It’s that time of year again when we’re counting down to the annual International Symposium on ALS/MND! This year marks the 35th Symposium, the largest scientific and medical conference specific to ALS/MND, and throughout November we will be posting blogs to give you a preview of some of the research being presented at this year’s event. This global event gives the MND research community the chance to share their work, exchange knowledge and foster new collaborations.
This year, the Symposium is being held in Montreal, Canada from the 6th– 8th December and there is also a virtual option for attendance. The virtual attendance will allow delegates to watch select sessions live, with on demand access for all sessions available after the event (on demand access will also be available to those who attend in-person).
Last year the symposium was attended by over 1300 delegates from 44 different countries, including researchers, healthcare professionals and people from the wider MND community. We look forwarding to hosting this hugely important event and hope to see lots of you there! There’s still time to register if you haven’t already!

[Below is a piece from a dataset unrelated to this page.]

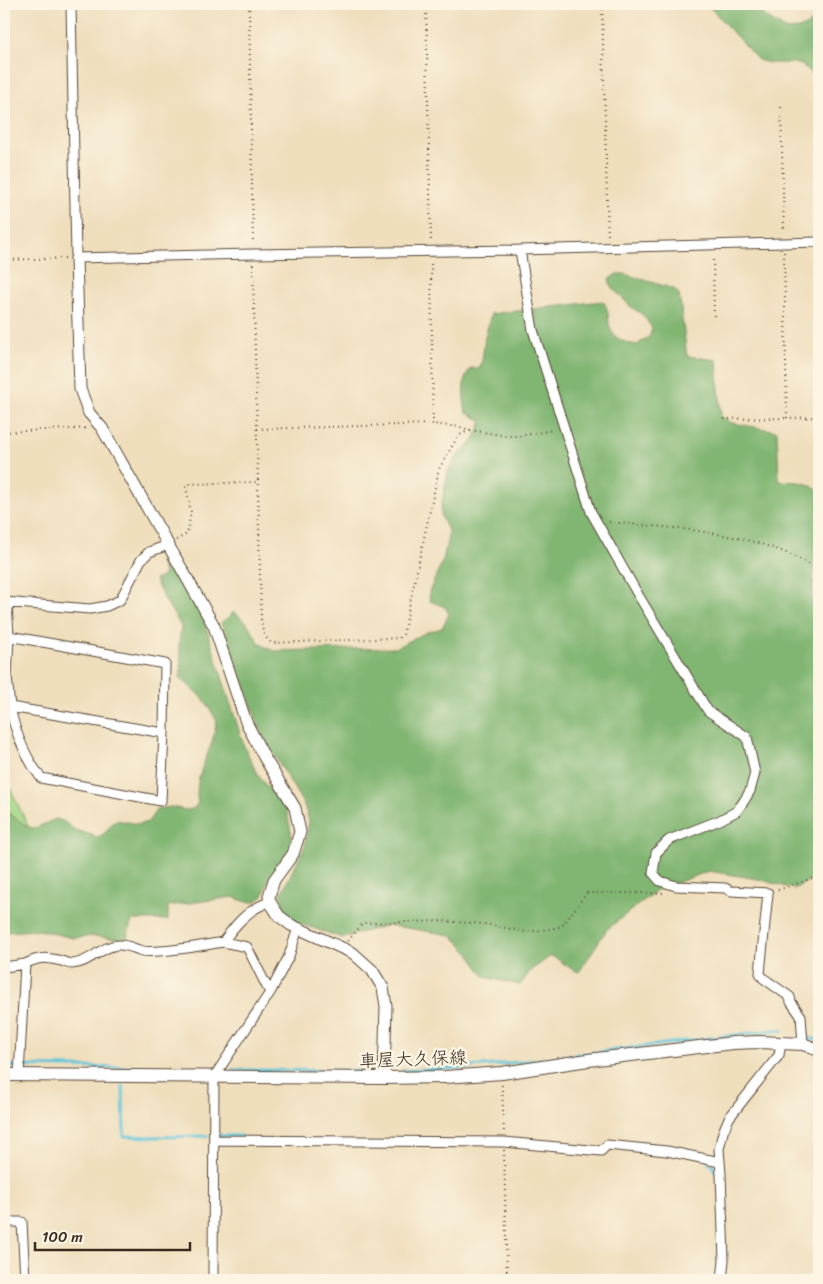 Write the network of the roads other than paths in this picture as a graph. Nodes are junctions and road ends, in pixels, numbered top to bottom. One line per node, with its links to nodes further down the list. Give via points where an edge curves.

Each year we invite plenary speakers who are experts in their fields to provide an overview on topics across MND research and clinical practice. This year we have 20 plenary speakers talking about ALS/MND who will cover a wide range of topics from understanding more about the biology of MND to improving care and support for people with and affected by the disease. Over the last month, we have been taking a closer look at each of our ALS/MND plenary speakers this year and giving you a snapshot of the topics they will be discussing.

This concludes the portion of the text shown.